### [INFORMATION]
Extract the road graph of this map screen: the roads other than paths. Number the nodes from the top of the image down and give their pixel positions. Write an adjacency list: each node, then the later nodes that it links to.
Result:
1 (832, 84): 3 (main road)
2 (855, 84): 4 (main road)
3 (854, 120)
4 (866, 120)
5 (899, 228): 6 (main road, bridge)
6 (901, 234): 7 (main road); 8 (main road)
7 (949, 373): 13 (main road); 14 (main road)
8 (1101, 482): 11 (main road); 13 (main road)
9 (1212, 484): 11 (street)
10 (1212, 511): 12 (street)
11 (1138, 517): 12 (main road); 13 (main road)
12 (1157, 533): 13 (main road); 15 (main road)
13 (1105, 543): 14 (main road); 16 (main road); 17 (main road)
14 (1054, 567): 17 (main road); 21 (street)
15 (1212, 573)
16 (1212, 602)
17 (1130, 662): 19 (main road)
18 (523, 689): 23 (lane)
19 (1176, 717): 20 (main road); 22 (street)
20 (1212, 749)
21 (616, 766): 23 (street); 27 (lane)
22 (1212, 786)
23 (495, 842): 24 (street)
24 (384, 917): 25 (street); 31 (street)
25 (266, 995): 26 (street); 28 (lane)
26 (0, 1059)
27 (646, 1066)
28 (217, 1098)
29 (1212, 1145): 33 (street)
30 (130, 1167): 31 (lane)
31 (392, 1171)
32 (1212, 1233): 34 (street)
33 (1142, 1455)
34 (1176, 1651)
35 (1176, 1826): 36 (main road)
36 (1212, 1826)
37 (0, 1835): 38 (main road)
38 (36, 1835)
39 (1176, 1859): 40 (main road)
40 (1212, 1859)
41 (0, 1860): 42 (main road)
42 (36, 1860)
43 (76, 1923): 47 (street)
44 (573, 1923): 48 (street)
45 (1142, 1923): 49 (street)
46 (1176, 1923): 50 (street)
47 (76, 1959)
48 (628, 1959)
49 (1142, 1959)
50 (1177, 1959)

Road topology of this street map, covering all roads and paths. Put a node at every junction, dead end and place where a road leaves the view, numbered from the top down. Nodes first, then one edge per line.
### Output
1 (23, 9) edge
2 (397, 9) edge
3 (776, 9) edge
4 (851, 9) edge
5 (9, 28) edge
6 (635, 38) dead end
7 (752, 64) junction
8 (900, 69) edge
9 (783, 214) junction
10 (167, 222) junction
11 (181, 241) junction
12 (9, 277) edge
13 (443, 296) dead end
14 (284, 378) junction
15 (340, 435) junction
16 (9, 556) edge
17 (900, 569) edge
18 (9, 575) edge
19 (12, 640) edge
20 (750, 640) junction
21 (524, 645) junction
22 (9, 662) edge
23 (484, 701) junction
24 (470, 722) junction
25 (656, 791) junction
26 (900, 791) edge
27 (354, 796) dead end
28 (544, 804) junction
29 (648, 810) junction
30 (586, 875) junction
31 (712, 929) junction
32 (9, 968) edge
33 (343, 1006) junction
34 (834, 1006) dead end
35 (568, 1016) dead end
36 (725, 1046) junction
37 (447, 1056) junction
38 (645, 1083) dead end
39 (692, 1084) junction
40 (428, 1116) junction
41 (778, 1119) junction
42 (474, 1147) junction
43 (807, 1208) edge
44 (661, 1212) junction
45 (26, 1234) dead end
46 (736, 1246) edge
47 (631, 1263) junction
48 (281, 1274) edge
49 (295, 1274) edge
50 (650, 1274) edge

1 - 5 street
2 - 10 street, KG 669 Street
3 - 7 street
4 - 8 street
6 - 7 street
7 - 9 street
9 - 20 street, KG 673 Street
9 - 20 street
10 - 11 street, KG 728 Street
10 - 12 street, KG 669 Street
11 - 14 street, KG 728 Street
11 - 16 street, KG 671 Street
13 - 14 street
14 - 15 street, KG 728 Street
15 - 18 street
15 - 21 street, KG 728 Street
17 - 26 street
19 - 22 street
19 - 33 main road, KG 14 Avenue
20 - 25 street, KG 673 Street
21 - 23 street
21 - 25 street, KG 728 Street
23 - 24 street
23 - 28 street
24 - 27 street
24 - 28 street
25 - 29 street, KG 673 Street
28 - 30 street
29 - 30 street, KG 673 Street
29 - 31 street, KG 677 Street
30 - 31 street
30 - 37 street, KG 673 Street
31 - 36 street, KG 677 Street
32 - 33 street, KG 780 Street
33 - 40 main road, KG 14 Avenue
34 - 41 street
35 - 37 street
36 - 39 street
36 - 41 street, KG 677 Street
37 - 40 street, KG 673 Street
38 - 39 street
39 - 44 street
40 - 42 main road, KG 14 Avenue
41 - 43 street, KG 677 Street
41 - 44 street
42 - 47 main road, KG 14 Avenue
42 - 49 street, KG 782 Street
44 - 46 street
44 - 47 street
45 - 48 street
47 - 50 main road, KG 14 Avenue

### [WHAT IS EXPECTED]
Retype the records, line for line.

### [EXERCISE RESPONSE]
Extract the road graph of this map screen: the roads other than paths. Number the nodes from the top of the image down and give their pixel positions. Write an adjacency list: each node, then the later nodes that it links to.
Result:
1 (832, 84): 3 (main road)
2 (855, 84): 4 (main road)
3 (854, 120)
4 (866, 120)
5 (899, 228): 6 (main road, bridge)
6 (901, 234): 7 (main road); 8 (main road)
7 (949, 373): 13 (main road); 14 (main road)
8 (1101, 482): 11 (main road); 13 (main road)
9 (1212, 484): 11 (street)
10 (1212, 511): 12 (street)
11 (1138, 517): 12 (main road); 13 (main road)
12 (1157, 533): 13 (main road); 15 (main road)
13 (1105, 543): 14 (main road); 16 (main road); 17 (main road)
14 (1054, 567): 17 (main road); 21 (street)
15 (1212, 573)
16 (1212, 602)
17 (1130, 662): 19 (main road)
18 (523, 689): 23 (lane)
19 (1176, 717): 20 (main road); 22 (street)
20 (1212, 749)
21 (616, 766): 23 (street); 27 (lane)
22 (1212, 786)
23 (495, 842): 24 (street)
24 (384, 917): 25 (street); 31 (street)
25 (266, 995): 26 (street); 28 (lane)
26 (0, 1059)
27 (646, 1066)
28 (217, 1098)
29 (1212, 1145): 33 (street)
30 (130, 1167): 31 (lane)
31 (392, 1171)
32 (1212, 1233): 34 (street)
33 (1142, 1455)
34 (1176, 1651)
35 (1176, 1826): 36 (main road)
36 (1212, 1826)
37 (0, 1835): 38 (main road)
38 (36, 1835)
39 (1176, 1859): 40 (main road)
40 (1212, 1859)
41 (0, 1860): 42 (main road)
42 (36, 1860)
43 (76, 1923): 47 (street)
44 (573, 1923): 48 (street)
45 (1142, 1923): 49 (street)
46 (1176, 1923): 50 (street)
47 (76, 1959)
48 (628, 1959)
49 (1142, 1959)
50 (1177, 1959)

Road topology of this street map, covering all roads and paths. Put a node at every junction, dead end and place where a road leaves the view, numbered from the top down. Nodes first, then one edge per line.
### Output
1 (23, 9) edge
2 (397, 9) edge
3 (776, 9) edge
4 (851, 9) edge
5 (9, 28) edge
6 (635, 38) dead end
7 (752, 64) junction
8 (900, 69) edge
9 (783, 214) junction
10 (167, 222) junction
11 (181, 241) junction
12 (9, 277) edge
13 (443, 296) dead end
14 (284, 378) junction
15 (340, 435) junction
16 (9, 556) edge
17 (900, 569) edge
18 (9, 575) edge
19 (12, 640) edge
20 (750, 640) junction
21 (524, 645) junction
22 (9, 662) edge
23 (484, 701) junction
24 (470, 722) junction
25 (656, 791) junction
26 (900, 791) edge
27 (354, 796) dead end
28 (544, 804) junction
29 (648, 810) junction
30 (586, 875) junction
31 (712, 929) junction
32 (9, 968) edge
33 (343, 1006) junction
34 (834, 1006) dead end
35 (568, 1016) dead end
36 (725, 1046) junction
37 (447, 1056) junction
38 (645, 1083) dead end
39 (692, 1084) junction
40 (428, 1116) junction
41 (778, 1119) junction
42 (474, 1147) junction
43 (807, 1208) edge
44 (661, 1212) junction
45 (26, 1234) dead end
46 (736, 1246) edge
47 (631, 1263) junction
48 (281, 1274) edge
49 (295, 1274) edge
50 (650, 1274) edge

1 - 5 street
2 - 10 street, KG 669 Street
3 - 7 street
4 - 8 street
6 - 7 street
7 - 9 street
9 - 20 street, KG 673 Street
9 - 20 street
10 - 11 street, KG 728 Street
10 - 12 street, KG 669 Street
11 - 14 street, KG 728 Street
11 - 16 street, KG 671 Street
13 - 14 street
14 - 15 street, KG 728 Street
15 - 18 street
15 - 21 street, KG 728 Street
17 - 26 street
19 - 22 street
19 - 33 main road, KG 14 Avenue
20 - 25 street, KG 673 Street
21 - 23 street
21 - 25 street, KG 728 Street
23 - 24 street
23 - 28 street
24 - 27 street
24 - 28 street
25 - 29 street, KG 673 Street
28 - 30 street
29 - 30 street, KG 673 Street
29 - 31 street, KG 677 Street
30 - 31 street
30 - 37 street, KG 673 Street
31 - 36 street, KG 677 Street
32 - 33 street, KG 780 Street
33 - 40 main road, KG 14 Avenue
34 - 41 street
35 - 37 street
36 - 39 street
36 - 41 street, KG 677 Street
37 - 40 street, KG 673 Street
38 - 39 street
39 - 44 street
40 - 42 main road, KG 14 Avenue
41 - 43 street, KG 677 Street
41 - 44 street
42 - 47 main road, KG 14 Avenue
42 - 49 street, KG 782 Street
44 - 46 street
44 - 47 street
45 - 48 street
47 - 50 main road, KG 14 Avenue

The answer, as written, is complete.